[Saved entries]

• • • • • • •

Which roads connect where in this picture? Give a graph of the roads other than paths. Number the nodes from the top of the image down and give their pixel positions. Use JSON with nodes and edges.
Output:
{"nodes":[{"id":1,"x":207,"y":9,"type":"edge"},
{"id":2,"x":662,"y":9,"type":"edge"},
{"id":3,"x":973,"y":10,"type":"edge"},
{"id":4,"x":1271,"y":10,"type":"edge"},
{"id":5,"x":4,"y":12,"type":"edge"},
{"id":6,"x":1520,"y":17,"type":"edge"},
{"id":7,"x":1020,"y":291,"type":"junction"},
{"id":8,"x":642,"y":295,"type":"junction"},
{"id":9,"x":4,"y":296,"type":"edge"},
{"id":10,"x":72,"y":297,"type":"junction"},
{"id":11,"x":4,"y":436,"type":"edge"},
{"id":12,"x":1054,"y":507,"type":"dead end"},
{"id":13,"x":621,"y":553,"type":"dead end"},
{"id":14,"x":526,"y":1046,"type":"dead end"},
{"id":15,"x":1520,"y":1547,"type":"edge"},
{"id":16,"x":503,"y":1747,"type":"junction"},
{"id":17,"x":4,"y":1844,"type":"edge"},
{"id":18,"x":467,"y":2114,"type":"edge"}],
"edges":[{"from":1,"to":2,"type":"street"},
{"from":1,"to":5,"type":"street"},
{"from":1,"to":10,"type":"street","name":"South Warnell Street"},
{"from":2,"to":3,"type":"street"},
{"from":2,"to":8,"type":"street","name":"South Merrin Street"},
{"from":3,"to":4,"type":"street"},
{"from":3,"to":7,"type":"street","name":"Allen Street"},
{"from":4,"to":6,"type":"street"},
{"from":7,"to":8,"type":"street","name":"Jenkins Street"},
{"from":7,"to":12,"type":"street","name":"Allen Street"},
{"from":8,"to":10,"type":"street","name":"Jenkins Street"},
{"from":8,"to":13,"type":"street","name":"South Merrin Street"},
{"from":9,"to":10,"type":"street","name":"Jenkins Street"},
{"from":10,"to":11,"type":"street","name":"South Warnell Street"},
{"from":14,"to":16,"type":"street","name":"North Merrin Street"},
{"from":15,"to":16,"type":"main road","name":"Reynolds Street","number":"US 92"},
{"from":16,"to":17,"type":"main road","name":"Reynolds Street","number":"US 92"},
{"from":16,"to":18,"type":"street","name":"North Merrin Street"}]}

• • • • • • •

- **What you need to do**
All of the data, start to finish: please output it exactly.

- **Answer below**
Which roads connect where in this picture? Give a graph of the roads other than paths. Number the nodes from the top of the image down and give their pixel positions. Use JSON with nodes and edges.
Output:
{"nodes":[{"id":1,"x":207,"y":9,"type":"edge"},
{"id":2,"x":662,"y":9,"type":"edge"},
{"id":3,"x":973,"y":10,"type":"edge"},
{"id":4,"x":1271,"y":10,"type":"edge"},
{"id":5,"x":4,"y":12,"type":"edge"},
{"id":6,"x":1520,"y":17,"type":"edge"},
{"id":7,"x":1020,"y":291,"type":"junction"},
{"id":8,"x":642,"y":295,"type":"junction"},
{"id":9,"x":4,"y":296,"type":"edge"},
{"id":10,"x":72,"y":297,"type":"junction"},
{"id":11,"x":4,"y":436,"type":"edge"},
{"id":12,"x":1054,"y":507,"type":"dead end"},
{"id":13,"x":621,"y":553,"type":"dead end"},
{"id":14,"x":526,"y":1046,"type":"dead end"},
{"id":15,"x":1520,"y":1547,"type":"edge"},
{"id":16,"x":503,"y":1747,"type":"junction"},
{"id":17,"x":4,"y":1844,"type":"edge"},
{"id":18,"x":467,"y":2114,"type":"edge"}],
"edges":[{"from":1,"to":2,"type":"street"},
{"from":1,"to":5,"type":"street"},
{"from":1,"to":10,"type":"street","name":"South Warnell Street"},
{"from":2,"to":3,"type":"street"},
{"from":2,"to":8,"type":"street","name":"South Merrin Street"},
{"from":3,"to":4,"type":"street"},
{"from":3,"to":7,"type":"street","name":"Allen Street"},
{"from":4,"to":6,"type":"street"},
{"from":7,"to":8,"type":"street","name":"Jenkins Street"},
{"from":7,"to":12,"type":"street","name":"Allen Street"},
{"from":8,"to":10,"type":"street","name":"Jenkins Street"},
{"from":8,"to":13,"type":"street","name":"South Merrin Street"},
{"from":9,"to":10,"type":"street","name":"Jenkins Street"},
{"from":10,"to":11,"type":"street","name":"South Warnell Street"},
{"from":14,"to":16,"type":"street","name":"North Merrin Street"},
{"from":15,"to":16,"type":"main road","name":"Reynolds Street","number":"US 92"},
{"from":16,"to":17,"type":"main road","name":"Reynolds Street","number":"US 92"},
{"from":16,"to":18,"type":"street","name":"North Merrin Street"}]}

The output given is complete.